Rischi come nei Balcani

La piazza di Kiev ha perso la sua identità, il regime va all'assalto finale

Luigi De Biase

Si potrebbe pensare che il prestito miliardario concesso dal Cremlino alimenti soprattutto il fuoco scoppiato negli ultimi giorni per le strade e le piazze di Kiev, più che la malandata economia dell’Ucraina. Martedì mattina il ministro russo delle Finanze, Anton Siluanov, ha fatto sapere di avere sbloccato una nuova tranche del finanziamento, due miliardi di dollari rispetto ai quindici stanziati il mese scorso dal Cremlino.

    Si potrebbe pensare che il prestito miliardario concesso dal Cremlino alimenti soprattutto il fuoco scoppiato negli ultimi giorni per le strade e le piazze di Kiev, più che la malandata economia dell’Ucraina. Martedì mattina il ministro russo delle Finanze, Anton Siluanov, ha fatto sapere di avere sbloccato una nuova tranche del finanziamento, due miliardi di dollari rispetto ai quindici stanziati il mese scorso dal Cremlino. E poche ore più tardi Maidan Nezalezhnosti, la grande piazza dell’Indipendenza ucraina nel centro della capitale, è tornata a essere un campo di battaglia dopo alcune settimane di tregua, anzi, di attesa. Il bilancio è terribile, l’Europa non vede nulla di simile dai tempi della guerra nei Balcani: i morti sono almeno 26 (e fra loro ci sono anche un giornalista e sei uomini delle forze di sicurezza), i feriti non si contano, gli ospedali sono al limite operativo. Per le cancellerie dell’Unione europea la responsabilità di quei morti e dei disordini che scuotono Kiev, Leopoli, Ternopil’ e il resto dell’Ucraina è del presidente, Viktor Yanukovich, che governa dal 2010 e ha già ricevuto critiche pesanti in passato per questioni legate ai diritti umani – si pensi allo scalpore suscitato dall’arresto e l’incarcerazione di Yulia Timoshenko, già capo dell’opposizione. Il premier britannico, David Cameron, invita Yanukovich a fare un passo indietro, i ministri degli Esteri europei valutano l’ipotesi di sanzioni economiche che dovrebbero colpire Yanukovich e gli uomini che controllano le operazioni antiterrorismo a Kiev. Per la Casa Bianca le scene viste in questi giorni a Kiev sono “un oltraggio” (gli Stati Uniti avrebbero già bloccato i visti ad alcuni rappresentanti del governo ucraino). Opposta la versiona russa: per il Cremlino, in Ucraina è in corso un colpo di stato, un tentativo violento di abbattere un leader eletto dal popolo. E’ normale che Yanukovich sposi questa versione, e che convochi nuovamente nel suo palazzo Vitaly Klitschko e Arseniy Yatsenyuk, i due volti più noti dell’opposizione, sempre più deboli e compromessi agli occhi della piazza.
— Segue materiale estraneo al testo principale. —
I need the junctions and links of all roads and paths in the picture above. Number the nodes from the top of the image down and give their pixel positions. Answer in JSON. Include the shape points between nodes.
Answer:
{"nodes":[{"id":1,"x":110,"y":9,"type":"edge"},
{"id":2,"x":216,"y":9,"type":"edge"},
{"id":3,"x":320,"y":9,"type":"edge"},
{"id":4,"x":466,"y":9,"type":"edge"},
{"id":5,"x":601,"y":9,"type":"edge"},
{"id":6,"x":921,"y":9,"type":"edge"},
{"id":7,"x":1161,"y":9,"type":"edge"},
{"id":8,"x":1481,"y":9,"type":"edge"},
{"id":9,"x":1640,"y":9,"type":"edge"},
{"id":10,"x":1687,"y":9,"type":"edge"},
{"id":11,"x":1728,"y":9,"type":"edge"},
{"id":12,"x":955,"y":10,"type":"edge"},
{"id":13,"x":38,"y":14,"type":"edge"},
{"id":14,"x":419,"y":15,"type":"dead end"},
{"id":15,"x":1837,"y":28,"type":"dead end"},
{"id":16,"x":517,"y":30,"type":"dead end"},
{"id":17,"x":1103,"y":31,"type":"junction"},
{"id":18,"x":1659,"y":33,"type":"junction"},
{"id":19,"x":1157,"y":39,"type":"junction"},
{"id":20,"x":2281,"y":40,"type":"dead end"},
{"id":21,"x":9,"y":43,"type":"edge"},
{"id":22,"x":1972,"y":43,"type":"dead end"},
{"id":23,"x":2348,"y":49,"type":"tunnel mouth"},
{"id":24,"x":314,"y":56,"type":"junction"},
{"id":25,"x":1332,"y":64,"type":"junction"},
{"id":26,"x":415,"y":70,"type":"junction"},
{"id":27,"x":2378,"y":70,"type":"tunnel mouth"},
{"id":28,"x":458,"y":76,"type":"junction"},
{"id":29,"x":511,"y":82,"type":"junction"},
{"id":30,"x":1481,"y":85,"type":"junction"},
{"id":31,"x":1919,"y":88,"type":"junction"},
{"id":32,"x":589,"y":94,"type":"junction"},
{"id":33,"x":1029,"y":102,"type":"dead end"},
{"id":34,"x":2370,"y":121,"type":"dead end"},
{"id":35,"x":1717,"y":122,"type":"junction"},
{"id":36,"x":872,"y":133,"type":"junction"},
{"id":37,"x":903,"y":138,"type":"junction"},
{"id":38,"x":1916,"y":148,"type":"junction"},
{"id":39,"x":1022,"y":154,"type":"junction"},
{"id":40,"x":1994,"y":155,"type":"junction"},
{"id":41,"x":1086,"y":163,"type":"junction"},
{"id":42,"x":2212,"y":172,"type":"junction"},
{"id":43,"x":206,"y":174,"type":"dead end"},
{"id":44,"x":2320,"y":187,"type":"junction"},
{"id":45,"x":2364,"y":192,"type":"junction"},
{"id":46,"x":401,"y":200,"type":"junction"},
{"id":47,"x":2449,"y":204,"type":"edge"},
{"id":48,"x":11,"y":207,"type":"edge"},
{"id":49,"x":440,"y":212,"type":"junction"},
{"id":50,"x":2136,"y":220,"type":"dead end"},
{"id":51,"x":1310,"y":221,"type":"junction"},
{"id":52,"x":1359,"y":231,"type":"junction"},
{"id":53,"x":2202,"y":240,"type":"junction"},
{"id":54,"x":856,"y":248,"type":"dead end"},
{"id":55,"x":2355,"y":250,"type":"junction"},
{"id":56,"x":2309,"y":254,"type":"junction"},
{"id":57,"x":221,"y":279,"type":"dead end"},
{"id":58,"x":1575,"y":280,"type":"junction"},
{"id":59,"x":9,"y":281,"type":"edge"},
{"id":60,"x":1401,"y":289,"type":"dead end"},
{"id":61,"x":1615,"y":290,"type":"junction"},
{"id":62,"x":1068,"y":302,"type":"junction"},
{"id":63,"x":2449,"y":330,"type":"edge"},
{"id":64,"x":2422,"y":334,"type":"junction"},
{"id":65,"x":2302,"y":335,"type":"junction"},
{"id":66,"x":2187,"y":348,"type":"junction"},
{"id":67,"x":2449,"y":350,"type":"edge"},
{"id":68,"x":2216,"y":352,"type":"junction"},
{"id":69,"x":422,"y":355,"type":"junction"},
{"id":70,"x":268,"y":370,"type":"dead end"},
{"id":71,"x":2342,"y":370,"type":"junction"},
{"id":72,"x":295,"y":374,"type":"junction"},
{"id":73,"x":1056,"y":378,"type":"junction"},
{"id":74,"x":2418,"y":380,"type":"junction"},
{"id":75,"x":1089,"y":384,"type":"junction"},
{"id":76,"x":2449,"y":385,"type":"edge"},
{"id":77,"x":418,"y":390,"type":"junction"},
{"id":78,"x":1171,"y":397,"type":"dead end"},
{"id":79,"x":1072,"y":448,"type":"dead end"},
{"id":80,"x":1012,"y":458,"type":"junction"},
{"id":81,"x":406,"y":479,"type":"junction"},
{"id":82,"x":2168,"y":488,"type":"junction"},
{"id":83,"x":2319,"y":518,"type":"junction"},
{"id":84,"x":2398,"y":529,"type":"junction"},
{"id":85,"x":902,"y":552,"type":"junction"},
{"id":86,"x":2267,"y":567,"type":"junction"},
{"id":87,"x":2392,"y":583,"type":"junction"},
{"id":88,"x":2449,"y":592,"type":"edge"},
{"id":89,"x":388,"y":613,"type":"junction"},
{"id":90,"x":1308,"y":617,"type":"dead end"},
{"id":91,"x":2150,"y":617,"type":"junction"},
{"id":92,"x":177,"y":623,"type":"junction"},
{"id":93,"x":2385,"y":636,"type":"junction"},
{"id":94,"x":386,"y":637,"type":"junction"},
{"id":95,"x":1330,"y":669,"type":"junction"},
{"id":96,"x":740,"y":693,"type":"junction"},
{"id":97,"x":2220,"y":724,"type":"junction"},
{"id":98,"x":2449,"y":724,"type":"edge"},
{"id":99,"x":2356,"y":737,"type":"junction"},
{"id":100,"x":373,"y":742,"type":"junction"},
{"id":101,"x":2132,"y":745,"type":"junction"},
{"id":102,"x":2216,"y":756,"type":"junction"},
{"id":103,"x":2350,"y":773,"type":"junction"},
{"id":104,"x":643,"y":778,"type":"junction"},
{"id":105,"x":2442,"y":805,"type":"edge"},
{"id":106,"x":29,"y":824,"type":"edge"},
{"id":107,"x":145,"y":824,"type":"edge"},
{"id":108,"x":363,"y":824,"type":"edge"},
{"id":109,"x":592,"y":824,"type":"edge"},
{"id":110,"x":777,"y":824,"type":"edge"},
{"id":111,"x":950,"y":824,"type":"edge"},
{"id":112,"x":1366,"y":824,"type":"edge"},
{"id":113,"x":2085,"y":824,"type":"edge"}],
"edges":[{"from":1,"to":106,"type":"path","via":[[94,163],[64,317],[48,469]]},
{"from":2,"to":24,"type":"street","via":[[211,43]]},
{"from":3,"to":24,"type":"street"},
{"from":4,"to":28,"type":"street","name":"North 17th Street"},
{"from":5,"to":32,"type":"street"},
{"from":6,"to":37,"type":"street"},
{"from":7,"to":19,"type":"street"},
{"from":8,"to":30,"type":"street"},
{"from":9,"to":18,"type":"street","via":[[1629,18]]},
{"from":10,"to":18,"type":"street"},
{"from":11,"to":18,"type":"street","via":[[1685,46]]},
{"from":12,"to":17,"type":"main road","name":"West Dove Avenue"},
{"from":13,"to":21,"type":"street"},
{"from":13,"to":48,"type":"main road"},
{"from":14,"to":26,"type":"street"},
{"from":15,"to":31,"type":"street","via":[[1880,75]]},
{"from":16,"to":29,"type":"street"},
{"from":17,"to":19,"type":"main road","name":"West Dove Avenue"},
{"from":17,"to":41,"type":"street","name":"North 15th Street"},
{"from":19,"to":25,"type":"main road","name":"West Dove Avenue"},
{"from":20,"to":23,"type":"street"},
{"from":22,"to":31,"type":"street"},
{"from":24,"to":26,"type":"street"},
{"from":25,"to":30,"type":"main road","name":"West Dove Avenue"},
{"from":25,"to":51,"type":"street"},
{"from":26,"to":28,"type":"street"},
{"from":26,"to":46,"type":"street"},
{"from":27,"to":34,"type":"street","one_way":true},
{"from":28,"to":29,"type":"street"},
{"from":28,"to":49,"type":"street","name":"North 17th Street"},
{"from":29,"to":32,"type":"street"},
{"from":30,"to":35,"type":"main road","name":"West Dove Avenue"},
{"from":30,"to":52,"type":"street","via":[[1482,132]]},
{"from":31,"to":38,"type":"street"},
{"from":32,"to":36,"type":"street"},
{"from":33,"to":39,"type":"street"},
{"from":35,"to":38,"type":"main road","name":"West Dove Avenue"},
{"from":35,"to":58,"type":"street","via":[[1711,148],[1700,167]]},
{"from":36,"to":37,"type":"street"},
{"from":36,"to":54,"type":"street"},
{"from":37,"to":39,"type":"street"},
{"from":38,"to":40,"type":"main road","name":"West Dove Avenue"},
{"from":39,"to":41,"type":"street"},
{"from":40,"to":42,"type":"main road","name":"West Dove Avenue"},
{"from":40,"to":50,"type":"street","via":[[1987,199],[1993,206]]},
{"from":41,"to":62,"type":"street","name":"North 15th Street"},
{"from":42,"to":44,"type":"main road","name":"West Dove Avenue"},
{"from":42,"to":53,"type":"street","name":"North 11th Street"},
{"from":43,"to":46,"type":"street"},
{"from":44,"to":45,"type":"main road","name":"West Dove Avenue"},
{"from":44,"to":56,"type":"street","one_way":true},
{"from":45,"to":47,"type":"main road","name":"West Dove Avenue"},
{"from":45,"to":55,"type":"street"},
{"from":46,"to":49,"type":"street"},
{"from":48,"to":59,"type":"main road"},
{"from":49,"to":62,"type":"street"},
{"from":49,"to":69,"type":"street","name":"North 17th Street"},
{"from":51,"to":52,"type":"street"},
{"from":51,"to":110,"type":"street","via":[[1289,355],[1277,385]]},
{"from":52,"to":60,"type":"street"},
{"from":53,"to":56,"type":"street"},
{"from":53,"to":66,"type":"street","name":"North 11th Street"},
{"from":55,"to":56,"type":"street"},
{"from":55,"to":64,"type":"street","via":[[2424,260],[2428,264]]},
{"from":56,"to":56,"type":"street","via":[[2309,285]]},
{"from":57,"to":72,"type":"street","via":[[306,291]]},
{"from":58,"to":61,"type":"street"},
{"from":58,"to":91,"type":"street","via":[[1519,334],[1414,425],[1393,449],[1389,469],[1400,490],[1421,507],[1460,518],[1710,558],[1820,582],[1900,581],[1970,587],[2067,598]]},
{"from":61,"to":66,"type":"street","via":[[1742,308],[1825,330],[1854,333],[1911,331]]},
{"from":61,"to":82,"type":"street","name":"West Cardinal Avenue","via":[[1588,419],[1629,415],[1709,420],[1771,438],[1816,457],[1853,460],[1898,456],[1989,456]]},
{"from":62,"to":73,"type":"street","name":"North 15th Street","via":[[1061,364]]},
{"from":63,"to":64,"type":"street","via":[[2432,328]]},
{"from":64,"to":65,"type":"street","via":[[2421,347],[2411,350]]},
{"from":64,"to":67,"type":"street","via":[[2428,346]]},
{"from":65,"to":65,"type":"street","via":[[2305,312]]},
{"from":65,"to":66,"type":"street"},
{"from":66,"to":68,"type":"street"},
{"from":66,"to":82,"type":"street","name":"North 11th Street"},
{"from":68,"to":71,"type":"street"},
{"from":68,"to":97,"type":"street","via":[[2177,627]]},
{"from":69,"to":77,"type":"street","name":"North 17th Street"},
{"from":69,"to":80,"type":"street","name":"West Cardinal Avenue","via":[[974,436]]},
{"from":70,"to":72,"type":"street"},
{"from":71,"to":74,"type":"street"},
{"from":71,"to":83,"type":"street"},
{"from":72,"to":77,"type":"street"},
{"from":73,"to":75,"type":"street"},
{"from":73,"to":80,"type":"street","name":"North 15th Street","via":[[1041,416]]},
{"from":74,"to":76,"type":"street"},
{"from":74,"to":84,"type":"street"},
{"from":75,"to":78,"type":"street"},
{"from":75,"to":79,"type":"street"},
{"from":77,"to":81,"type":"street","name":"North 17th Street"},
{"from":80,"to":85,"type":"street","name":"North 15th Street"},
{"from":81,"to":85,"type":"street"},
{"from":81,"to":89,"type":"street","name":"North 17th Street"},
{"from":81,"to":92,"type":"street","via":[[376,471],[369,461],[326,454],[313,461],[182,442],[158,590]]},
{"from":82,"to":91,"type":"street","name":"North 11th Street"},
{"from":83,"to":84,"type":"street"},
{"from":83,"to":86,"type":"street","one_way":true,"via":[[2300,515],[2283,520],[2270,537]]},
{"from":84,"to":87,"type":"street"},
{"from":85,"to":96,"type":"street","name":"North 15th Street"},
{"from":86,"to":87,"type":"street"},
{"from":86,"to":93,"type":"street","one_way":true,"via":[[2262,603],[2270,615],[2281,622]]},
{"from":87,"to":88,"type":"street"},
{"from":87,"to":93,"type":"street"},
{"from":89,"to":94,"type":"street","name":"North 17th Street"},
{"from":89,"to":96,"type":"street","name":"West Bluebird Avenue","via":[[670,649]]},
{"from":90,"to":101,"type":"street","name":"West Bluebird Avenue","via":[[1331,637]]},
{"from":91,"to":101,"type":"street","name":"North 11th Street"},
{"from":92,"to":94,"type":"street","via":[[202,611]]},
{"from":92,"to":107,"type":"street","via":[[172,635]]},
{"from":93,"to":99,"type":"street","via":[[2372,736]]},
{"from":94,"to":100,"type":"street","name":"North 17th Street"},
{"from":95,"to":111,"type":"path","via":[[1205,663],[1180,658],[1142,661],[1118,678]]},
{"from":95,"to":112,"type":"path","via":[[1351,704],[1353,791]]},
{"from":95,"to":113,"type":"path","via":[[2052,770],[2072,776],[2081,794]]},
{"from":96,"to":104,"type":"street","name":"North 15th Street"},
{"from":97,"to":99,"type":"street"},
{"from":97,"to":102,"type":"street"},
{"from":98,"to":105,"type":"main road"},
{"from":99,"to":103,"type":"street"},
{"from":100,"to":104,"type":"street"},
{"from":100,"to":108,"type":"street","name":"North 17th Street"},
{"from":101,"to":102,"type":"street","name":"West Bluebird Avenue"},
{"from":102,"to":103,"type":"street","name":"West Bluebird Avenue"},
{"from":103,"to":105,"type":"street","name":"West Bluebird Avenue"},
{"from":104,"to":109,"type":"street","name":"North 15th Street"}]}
    Dietro le dichiarazioni da cortina di ferro, Vladimir Putin cerca una soluzione pacifica a una rivolta che già rappresenta una preoccupazione per la sicurezza interna. “La priorità è risolvere la crisi causata dagli estremisti”, ha detto ieri il portavoce del Cremlino, Dmitri Peskov, schivando le domande sul destino dei due miliardi che la Russia avrebbe già dovuto versare all’Ucraina, e che potrebbero ancora essere fermi nelle casse del governo russo.

    Ieri sera Yanukovich ha firmato la destituzione del capo dell’esercito Volodymyr Zamana e la sua sostituzione con il capo della marina Yuriy Ilyin, segno di insofferenza nelle Forze armate ucraine per la gestione della crisi. A Kiev non è stato proclamato lo stato di emergenza, ma tutto si muove come se ci fosse. Gli aeroporti sono aperti, le strade che conducono in città non lo sono, perché la polizia ferma le auto dirette nelle capitale, i treni sono fermi e così anche la metropolitana. Cinquecento paracadutisti di stanza a Dnipropetrovsk avrebbero ricevuto l’ordine di sorvegliare gli arsenali in tutto il paese. E oltre ai berkut, i mastini del ministero dell’Interno che cercano di arginare la rivolta, entrano in azione anche i cosiddetti titushky, che sono uomini della malavita al servizio di interessi ombrosi. L’Ucraina probabilmente non rischia di dividersi com’è accaduto alla ex Yugoslavia, ma i fuochi della rivolta hanno raggiunto gli altri centri del paese, potrebbero avere un raggio più vasto, rischiando di affascinare i paesi del Caucaso, e questo è un problema in più per Putin e per i suoi diplomatici, che obbligherà le parti in lotta a prendere decisioni nette: trattare o scegliere la strada dell’intransigenza.